- _Exercise objective_
Which lines below contain the word "Norra"? Copy each one.

● ● ●

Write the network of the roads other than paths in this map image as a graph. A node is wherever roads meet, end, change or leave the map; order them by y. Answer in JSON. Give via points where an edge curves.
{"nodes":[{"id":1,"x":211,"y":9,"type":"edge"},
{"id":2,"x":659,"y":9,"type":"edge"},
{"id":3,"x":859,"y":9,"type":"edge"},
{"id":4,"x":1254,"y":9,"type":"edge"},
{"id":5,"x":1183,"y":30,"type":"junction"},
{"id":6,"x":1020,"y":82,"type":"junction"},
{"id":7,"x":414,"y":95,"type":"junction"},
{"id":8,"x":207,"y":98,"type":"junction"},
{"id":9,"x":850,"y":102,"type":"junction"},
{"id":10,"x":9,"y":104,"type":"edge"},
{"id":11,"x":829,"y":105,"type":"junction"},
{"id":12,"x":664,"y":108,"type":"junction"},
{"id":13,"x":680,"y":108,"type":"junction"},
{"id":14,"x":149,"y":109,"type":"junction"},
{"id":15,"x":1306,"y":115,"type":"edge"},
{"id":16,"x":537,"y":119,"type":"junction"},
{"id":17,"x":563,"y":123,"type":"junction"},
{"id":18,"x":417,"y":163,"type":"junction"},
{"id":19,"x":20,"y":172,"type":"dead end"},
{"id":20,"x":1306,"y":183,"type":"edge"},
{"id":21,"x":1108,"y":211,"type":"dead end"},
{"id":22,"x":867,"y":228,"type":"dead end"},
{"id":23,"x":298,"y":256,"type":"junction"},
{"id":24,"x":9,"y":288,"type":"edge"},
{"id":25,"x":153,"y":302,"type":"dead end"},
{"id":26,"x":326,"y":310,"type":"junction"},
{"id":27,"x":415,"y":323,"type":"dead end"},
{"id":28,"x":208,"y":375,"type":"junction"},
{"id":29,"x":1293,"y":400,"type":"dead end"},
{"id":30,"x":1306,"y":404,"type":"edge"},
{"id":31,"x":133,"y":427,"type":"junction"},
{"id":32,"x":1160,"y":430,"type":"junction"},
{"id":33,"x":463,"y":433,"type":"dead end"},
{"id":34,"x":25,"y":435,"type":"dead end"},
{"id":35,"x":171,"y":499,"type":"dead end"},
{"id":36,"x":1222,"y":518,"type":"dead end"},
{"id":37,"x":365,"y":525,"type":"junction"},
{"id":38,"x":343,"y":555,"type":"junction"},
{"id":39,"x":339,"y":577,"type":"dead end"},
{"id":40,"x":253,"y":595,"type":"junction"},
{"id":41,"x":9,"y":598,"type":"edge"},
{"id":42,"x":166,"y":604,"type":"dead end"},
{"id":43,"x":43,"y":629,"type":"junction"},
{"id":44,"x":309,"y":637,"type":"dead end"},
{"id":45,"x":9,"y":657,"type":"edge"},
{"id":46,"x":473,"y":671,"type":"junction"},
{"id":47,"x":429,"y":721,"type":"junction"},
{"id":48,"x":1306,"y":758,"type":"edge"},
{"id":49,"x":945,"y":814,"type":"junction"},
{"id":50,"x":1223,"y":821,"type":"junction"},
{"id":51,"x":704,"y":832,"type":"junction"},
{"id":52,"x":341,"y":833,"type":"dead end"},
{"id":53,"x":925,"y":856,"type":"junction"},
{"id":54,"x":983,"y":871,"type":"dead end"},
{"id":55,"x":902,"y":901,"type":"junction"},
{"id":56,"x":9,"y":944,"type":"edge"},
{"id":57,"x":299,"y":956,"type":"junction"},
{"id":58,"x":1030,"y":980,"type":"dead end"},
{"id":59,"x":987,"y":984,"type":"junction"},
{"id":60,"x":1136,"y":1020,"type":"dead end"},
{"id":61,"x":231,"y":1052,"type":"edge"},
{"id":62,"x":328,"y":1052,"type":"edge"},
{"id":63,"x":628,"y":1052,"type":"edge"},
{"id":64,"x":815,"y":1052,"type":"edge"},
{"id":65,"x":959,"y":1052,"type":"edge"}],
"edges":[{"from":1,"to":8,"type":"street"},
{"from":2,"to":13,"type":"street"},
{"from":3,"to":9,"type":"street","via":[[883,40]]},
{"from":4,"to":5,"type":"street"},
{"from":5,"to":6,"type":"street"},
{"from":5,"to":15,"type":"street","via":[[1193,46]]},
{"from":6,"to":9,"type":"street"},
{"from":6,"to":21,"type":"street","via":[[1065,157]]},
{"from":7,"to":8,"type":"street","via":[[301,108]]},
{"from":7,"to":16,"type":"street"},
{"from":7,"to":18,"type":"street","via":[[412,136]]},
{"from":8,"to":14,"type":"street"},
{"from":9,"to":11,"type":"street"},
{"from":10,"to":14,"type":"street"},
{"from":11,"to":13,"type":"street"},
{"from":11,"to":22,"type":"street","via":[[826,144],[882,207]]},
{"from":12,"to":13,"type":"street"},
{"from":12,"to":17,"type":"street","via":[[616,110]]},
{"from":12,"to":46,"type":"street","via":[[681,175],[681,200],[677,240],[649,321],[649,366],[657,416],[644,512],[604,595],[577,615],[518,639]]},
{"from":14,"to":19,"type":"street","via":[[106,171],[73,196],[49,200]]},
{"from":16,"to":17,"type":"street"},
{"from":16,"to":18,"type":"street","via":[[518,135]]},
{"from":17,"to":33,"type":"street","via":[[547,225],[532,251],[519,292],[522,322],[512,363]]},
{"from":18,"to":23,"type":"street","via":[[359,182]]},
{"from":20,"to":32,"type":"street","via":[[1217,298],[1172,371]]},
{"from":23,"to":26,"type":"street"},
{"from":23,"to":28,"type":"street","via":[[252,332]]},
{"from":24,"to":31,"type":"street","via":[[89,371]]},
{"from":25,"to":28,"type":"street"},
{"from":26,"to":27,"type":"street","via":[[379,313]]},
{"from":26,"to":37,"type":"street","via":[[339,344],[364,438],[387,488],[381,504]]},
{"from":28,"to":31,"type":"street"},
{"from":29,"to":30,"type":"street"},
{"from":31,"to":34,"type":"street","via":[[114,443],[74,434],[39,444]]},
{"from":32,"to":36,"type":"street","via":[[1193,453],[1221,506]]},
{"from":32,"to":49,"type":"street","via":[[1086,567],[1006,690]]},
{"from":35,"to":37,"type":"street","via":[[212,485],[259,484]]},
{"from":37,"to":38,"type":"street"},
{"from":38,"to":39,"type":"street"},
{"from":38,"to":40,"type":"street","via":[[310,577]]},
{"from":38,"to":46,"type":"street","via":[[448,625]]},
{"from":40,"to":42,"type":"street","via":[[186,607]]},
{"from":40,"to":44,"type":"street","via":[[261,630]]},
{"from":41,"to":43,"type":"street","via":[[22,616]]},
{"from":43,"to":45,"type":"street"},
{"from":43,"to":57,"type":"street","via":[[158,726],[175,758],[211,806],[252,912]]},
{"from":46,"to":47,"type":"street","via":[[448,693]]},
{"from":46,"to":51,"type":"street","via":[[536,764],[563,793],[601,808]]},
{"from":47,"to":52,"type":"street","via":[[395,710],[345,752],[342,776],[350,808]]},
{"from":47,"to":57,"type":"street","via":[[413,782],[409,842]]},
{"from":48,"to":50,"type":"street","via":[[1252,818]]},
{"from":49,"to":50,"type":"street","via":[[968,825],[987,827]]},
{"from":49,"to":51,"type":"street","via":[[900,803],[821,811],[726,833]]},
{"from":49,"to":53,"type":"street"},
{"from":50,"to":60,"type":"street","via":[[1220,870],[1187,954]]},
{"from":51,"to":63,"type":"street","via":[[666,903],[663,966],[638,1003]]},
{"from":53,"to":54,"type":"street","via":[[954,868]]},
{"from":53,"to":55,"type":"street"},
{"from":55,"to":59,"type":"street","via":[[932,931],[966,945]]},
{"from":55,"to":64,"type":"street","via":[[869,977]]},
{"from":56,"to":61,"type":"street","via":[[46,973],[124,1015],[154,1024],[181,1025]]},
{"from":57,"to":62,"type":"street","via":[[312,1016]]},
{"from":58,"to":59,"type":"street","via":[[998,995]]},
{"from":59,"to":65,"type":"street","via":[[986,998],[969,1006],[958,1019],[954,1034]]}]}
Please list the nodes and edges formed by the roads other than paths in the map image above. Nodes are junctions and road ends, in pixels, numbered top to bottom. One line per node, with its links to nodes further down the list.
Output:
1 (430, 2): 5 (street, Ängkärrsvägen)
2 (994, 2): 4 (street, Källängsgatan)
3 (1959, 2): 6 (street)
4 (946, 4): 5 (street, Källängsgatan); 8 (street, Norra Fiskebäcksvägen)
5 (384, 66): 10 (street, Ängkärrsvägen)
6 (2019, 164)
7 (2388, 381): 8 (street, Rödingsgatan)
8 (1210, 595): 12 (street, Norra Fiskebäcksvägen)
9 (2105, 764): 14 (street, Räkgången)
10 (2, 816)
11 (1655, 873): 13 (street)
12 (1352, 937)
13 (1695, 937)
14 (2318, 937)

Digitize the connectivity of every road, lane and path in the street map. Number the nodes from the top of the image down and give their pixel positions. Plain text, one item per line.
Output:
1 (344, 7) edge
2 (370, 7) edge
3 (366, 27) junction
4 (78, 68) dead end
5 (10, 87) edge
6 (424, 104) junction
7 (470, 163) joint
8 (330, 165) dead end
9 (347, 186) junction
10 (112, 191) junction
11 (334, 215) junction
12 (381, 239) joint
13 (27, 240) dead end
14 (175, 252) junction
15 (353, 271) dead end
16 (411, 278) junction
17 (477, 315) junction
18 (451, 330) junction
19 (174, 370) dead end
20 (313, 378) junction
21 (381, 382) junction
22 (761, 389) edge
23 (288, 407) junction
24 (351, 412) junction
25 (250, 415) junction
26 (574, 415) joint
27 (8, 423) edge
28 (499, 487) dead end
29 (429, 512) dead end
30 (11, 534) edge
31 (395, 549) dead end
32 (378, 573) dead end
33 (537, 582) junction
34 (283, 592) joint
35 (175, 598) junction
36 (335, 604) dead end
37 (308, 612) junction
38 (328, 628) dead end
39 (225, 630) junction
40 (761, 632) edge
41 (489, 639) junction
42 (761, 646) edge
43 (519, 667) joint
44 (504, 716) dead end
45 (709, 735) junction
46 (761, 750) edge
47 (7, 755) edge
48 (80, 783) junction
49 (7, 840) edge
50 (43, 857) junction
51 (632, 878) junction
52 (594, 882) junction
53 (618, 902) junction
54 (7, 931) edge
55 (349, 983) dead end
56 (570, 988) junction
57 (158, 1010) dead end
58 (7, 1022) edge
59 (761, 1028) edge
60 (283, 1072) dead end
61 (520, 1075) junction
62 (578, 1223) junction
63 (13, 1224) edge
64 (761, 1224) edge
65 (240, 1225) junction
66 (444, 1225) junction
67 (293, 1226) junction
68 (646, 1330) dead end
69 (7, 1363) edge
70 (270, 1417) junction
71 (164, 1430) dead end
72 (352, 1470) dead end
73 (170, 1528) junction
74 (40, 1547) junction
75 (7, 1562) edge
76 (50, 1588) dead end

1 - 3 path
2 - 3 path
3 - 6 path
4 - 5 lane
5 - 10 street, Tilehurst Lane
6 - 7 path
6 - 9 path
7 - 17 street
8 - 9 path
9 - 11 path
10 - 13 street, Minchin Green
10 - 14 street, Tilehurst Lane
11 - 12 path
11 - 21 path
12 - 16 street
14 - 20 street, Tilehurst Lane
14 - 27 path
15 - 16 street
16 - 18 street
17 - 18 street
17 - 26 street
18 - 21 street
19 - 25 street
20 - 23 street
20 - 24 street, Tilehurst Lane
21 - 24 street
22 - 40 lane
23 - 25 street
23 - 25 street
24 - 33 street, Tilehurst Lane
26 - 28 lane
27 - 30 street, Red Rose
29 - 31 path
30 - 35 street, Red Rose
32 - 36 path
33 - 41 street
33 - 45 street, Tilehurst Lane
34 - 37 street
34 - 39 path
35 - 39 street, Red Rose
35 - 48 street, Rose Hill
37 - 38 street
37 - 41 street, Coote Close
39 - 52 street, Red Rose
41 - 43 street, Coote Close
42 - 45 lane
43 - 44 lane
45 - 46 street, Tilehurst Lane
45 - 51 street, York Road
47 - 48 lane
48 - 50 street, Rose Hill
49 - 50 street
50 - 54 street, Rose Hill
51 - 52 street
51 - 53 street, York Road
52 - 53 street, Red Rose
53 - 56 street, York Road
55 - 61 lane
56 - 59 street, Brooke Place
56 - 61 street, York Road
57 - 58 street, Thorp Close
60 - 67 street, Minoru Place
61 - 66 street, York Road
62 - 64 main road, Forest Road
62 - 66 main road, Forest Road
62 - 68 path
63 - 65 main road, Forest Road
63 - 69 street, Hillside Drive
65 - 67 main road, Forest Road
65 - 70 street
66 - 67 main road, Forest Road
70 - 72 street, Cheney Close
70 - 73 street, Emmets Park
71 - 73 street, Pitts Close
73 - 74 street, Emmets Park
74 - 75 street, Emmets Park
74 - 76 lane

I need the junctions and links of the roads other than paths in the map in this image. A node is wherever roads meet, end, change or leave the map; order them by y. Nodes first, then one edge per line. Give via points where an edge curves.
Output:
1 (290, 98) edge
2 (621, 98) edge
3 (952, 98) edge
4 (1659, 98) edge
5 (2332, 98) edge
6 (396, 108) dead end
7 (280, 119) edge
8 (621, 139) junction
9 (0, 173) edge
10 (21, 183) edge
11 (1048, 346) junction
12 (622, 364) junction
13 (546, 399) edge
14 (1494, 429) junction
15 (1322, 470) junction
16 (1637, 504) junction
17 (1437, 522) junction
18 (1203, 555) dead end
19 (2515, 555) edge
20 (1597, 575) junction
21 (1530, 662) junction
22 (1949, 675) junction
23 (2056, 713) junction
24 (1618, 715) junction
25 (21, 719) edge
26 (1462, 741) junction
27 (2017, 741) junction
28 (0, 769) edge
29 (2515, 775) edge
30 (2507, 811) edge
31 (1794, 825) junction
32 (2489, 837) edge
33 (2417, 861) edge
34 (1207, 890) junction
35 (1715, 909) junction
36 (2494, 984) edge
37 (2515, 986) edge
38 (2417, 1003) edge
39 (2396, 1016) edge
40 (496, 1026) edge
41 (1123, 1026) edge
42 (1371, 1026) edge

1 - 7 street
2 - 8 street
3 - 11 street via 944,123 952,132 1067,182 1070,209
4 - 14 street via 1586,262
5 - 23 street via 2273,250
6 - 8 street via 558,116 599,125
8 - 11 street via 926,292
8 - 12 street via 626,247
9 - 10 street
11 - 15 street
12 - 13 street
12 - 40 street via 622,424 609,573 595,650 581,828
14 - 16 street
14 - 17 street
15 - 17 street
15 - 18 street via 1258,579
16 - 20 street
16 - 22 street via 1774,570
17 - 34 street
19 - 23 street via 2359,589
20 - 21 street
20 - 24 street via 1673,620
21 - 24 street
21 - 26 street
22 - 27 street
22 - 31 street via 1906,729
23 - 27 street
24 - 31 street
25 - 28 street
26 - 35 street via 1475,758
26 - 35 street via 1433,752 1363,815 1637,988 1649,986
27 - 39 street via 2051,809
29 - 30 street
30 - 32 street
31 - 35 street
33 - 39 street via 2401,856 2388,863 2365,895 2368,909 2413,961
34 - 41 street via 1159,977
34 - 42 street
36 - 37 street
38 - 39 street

● ● ●

- _Result_
4 (946, 4): 5 (street, Källängsgatan); 8 (street, Norra Fiskebäcksvägen)
8 (1210, 595): 12 (street, Norra Fiskebäcksvägen)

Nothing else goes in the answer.